Background: HCV is a multisystem disease with significantly increased morbidity and mortality. Around 130-150 million people are chronically infected with HCV worldwide. The genotypic distribution of HCV is variable geographically and treatment outcome with DAAs inturn is variable. Objectives: to assess the treatment outcome of chronic HCV infected patients treated with DAAs at TASH and Adera specialty clinic, Addis Ababa, Ethiopia.
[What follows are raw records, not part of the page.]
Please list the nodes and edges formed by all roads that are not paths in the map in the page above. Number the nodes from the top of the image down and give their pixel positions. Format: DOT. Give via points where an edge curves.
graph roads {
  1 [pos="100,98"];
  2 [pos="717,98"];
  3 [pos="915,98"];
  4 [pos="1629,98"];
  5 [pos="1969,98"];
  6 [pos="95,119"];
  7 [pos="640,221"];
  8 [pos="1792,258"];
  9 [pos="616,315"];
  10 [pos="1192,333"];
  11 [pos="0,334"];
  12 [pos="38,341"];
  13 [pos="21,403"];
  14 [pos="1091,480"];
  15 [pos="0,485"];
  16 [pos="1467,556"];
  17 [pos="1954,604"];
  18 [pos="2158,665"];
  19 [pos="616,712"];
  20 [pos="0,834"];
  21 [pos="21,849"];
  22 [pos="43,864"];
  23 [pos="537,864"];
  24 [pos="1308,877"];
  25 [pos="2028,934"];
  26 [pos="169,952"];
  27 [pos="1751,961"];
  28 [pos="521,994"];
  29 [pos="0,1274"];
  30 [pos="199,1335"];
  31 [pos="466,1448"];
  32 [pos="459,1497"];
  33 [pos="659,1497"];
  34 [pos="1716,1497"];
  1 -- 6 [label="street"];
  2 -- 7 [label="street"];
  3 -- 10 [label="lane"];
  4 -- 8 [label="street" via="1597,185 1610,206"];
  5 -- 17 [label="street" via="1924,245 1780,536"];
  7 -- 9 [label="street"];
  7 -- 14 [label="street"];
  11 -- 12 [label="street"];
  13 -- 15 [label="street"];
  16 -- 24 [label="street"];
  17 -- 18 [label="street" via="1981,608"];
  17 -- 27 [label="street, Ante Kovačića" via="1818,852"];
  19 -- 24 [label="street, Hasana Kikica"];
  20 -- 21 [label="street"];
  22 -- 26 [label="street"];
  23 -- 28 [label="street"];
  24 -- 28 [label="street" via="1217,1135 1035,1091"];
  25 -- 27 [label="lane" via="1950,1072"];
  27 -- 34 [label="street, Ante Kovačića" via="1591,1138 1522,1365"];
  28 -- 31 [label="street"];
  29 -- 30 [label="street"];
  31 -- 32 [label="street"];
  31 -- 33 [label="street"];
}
Methods and Materials: A retrospective study was conducted to describe treatment outcome of chronic HCV infected patients treated with DAAs at TASH and Adera Specialty clinic from January 2018 to January 2020. All patients treated with DAAs over the study period and accessible clinical data were included in this study. Data was analyzed by using the latest SPSS version 26. Result: a total of 84 patients were included, 47(56.0%) of whom were females and mean age of 49±10.6 years. Viral genotype was documented for 51(60.7%) patients and 39(76.5%) of them had genotype 4. Diabetes and Hypertension were the commonest comorbidities identified in this study being present in 16.7% and 21.4% of cases respectively. Seventy-seven (91.7%) patients were treatment naïve and 34(40.5%) had evidence of liver cirrhosis based on imaging findings. Overall SVR12 was achieved in 76 (90.5%) patients. SVR12 occurred in 93.5% of patients who are non-cirrhotic and 83.5% of patients who are cirrhotic. APRI score of ≥ 0.7 was found to be associated with non-response to therapy. Fatigue and Nausea were the commonest side effects identified in 17.9% of patients with no reported life-threatening complications. Conclusion: Treatment of chronic HCV infected Ethiopian patients with DAAs resulted in high SVR12 rate with minimal safety concerns. Grant source: Addis Ababa University (AAU), college of health sciences, school of medicine.



Hepatitis C virus, Direct antiviral agents, SVR, TASH.